Los médicos Roberto de Rossi, Felipe Somoza y una profesional de apellido Romero intervinieron a Florencia. Y a los seis meses hubo otra operación, gracias a las cuales, desde entonces, Guillermina lleva una vida normal.

Con ciertos cuidados: no puede tomar alcohol ni hacer ejercicio físico. Cada tanto debe hacerse cateterismos a los que va, por supuesto, en compañía de su madre.

“Mi mamá es una leona. Con sólo 17 años y sin mi papá biológico que nunca apareció, luchó para salvarme y gracias a ella hoy estoy viva”, dice orgullosa. Días atrás respondió a una convocatoria que hizo este diario a traves de

para contar la historia de su mamá.

A su vez, Florencia reconoce que el apoyo de su madre (abuela de Guillermina) fue esencial: “Ella hablaba con los médicos y me daba fuerzas, porque yo era muy chica”.

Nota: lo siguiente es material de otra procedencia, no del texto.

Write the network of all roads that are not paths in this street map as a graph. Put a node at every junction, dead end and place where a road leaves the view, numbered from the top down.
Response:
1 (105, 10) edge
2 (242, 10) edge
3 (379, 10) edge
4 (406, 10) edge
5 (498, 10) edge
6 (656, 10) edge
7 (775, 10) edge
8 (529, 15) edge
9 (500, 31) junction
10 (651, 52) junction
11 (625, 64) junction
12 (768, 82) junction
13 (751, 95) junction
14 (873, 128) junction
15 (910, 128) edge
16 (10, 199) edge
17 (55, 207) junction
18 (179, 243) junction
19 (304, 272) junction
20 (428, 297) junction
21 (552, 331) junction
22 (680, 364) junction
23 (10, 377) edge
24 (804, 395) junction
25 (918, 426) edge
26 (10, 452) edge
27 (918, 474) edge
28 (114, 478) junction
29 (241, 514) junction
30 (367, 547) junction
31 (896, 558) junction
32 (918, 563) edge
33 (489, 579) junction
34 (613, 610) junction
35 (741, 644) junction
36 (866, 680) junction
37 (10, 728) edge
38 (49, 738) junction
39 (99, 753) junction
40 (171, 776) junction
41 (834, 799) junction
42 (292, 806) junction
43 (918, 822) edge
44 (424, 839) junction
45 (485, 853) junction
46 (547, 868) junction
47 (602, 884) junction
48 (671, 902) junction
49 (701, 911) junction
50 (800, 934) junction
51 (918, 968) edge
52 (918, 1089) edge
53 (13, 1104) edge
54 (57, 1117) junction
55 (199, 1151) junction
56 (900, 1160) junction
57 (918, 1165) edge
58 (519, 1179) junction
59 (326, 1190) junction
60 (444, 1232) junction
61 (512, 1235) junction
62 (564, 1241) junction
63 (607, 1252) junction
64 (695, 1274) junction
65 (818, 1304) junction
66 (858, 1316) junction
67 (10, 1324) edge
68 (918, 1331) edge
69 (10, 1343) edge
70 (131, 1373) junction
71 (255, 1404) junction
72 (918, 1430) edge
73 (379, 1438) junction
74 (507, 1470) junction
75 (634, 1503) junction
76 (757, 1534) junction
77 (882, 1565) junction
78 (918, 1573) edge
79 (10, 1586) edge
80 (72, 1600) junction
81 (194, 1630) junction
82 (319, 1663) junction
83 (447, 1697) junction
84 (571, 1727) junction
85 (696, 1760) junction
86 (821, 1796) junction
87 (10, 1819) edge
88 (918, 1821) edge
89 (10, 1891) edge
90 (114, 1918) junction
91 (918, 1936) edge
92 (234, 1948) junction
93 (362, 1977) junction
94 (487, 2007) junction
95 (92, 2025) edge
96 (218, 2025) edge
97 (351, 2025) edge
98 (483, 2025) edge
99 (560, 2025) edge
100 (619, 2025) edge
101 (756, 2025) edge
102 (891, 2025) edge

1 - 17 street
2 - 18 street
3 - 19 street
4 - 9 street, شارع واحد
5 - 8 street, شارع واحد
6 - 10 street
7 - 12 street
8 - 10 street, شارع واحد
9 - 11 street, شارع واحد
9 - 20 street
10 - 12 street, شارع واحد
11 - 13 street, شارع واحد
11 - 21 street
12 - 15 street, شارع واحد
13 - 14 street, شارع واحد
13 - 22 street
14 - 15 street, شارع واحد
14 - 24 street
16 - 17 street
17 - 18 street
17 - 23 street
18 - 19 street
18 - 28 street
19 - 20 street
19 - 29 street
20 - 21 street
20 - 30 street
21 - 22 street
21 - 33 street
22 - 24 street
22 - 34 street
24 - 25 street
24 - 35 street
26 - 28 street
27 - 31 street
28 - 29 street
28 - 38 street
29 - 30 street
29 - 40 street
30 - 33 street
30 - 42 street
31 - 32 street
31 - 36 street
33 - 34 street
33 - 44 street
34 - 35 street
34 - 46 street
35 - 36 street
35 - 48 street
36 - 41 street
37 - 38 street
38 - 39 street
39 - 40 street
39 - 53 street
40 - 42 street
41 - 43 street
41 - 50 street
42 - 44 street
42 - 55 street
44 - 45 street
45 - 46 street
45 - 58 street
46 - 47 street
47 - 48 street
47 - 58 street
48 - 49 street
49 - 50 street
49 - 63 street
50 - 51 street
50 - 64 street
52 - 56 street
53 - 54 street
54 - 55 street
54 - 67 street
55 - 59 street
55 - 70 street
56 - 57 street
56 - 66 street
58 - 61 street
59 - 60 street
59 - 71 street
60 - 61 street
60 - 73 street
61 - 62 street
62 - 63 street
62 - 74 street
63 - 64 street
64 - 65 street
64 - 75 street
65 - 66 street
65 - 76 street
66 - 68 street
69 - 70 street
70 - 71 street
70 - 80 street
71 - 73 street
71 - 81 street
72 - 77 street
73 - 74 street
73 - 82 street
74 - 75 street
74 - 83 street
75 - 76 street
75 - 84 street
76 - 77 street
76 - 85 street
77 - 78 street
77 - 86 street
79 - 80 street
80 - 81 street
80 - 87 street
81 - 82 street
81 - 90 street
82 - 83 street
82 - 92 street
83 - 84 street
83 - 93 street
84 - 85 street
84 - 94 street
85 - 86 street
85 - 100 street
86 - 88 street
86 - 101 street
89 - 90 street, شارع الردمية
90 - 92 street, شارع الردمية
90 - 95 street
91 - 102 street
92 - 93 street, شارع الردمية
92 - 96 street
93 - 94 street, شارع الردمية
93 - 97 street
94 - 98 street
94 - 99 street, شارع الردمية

“‘Guille’ fue un milagro. Ella, tan pequeña, se repuso ante todo y hoy es una chica muy fuerte”, remarca.

Florencia tiene hoy 35 años. “Cuando ‘Guille’ tenía 4, apareció un ‘ángel’ en nuestras vidas, mi marido. Él la adoptó como su hija y tuvimos dos hijos más, Alma (8) y Santiago (10). Tuve miedo al quedar embarazada de nuevo, pero los genetistas me aseguraron que no iba a pasar lo mismo con ellos y así fue”, explica.

Guillermina la admira. Dice que sueña con tener hijos algún día y le gustaría poseer “el mismo coraje y la valentía” de su gran mamá.